Considering the robustness of the methodology used, we are quite confident that our RA study cohort is representative of the Tuscan RA population. Despite that our findings could not be automatically extended to the entire Italian setting, due to differences in health administration among Italian Regions, even though we have analyzed the implementation phase of adherence through a different approach, and other methodological differences must be considered, many of our observations are in line with findings of the above-mentioned studies performed on RA patients in other Italian regions [45,46]. Moreover, the incident rate of RA patients starting biologic DMARDs analyzed in this study is in line with that reported in the National Report on Medicines use in Italy, (5–6 per 100,000 residents/year) [48,49].

5. Conclusions

In conclusion, this study, for the first time, characterized the first-ever-biologic DMARD RA users and clustered patients according to the real-world adherence behavior over time through trajectory approach.
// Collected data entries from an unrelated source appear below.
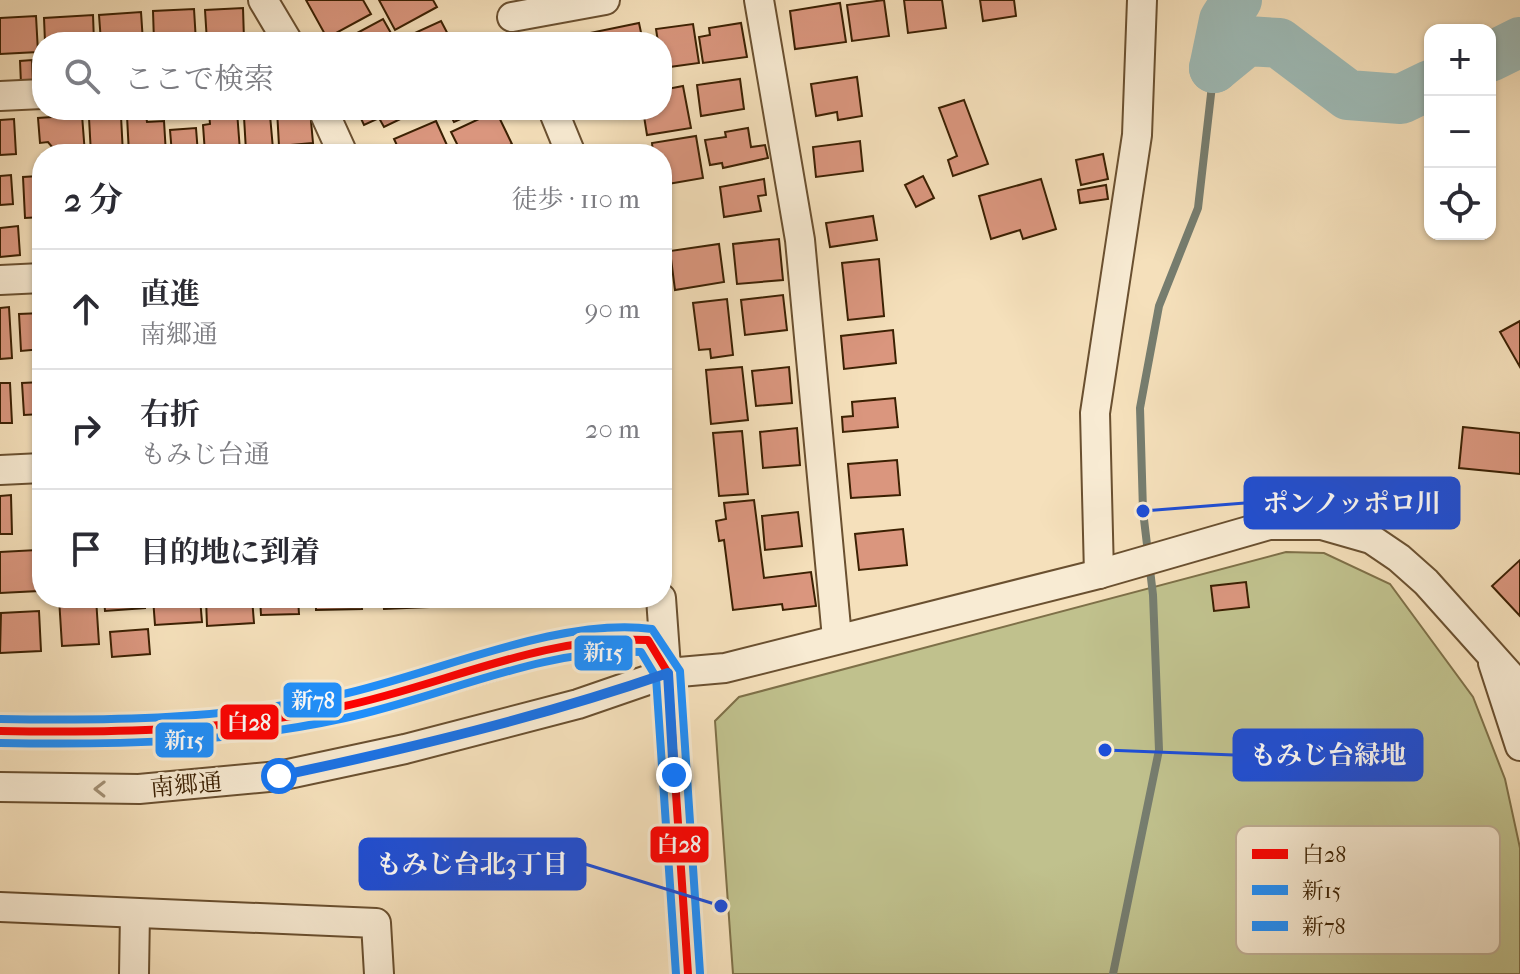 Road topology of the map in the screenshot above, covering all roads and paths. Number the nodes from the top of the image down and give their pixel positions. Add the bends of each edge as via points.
1 (263, 0) edge
2 (605, 0) edge
3 (759, 0) edge
4 (1142, 0) edge
5 (513, 20) edge
6 (282, 32) edge
7 (32, 94) edge
8 (0, 96) edge
9 (328, 120) edge
10 (557, 120) edge
11 (338, 144) edge
12 (567, 144) edge
13 (32, 278) edge
14 (0, 280) edge
15 (32, 468) edge
16 (0, 470) edge
17 (1111, 570) junction
18 (662, 608) edge
19 (837, 638) junction
20 (1490, 655) junction
21 (668, 673) junction
22 (1520, 687) edge
23 (0, 731) edge
24 (1520, 746) edge
25 (0, 787) edge
26 (0, 907) edge
27 (135, 913) junction
28 (134, 974) edge
29 (379, 974) edge
30 (688, 974) edge

1 - 6 street
2 - 5 street
3 - 19 street via 800,240
4 - 17 street via 1137,135 1095,413
7 - 8 street
9 - 11 street
10 - 12 street
13 - 14 street
15 - 16 street
17 - 19 street, 南郷通
17 - 20 street, 南郷通 via 1269,525 1322,525 1371,539 1426,582
18 - 21 street
19 - 21 street, 南郷通 via 725,668
20 - 22 street, 南郷通
20 - 24 street
21 - 23 street via 648,640 628,638 566,644 394,694 245,723 126,733
21 -> 25 street, 南郷通 via 578,704 279,776 139,789
21 - 30 street
26 - 27 street
27 - 28 street
27 - 29 street via 376,923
The majority of Tuscan RA patients belonged to the continuous users. Golimumab was the index biologic DMARD mostly observed in the early-discontinuing users. Further studies are warranted to investigate the trajectory predictors and the relationship between adherence behavior and effectiveness (disease activity indexes) and safety (adverse events) outcomes. Their results could provide new insight for the interpretation of the implementation phase of adherence to RA treatment and could be used by clinicians and health authority to improve the management of the disease.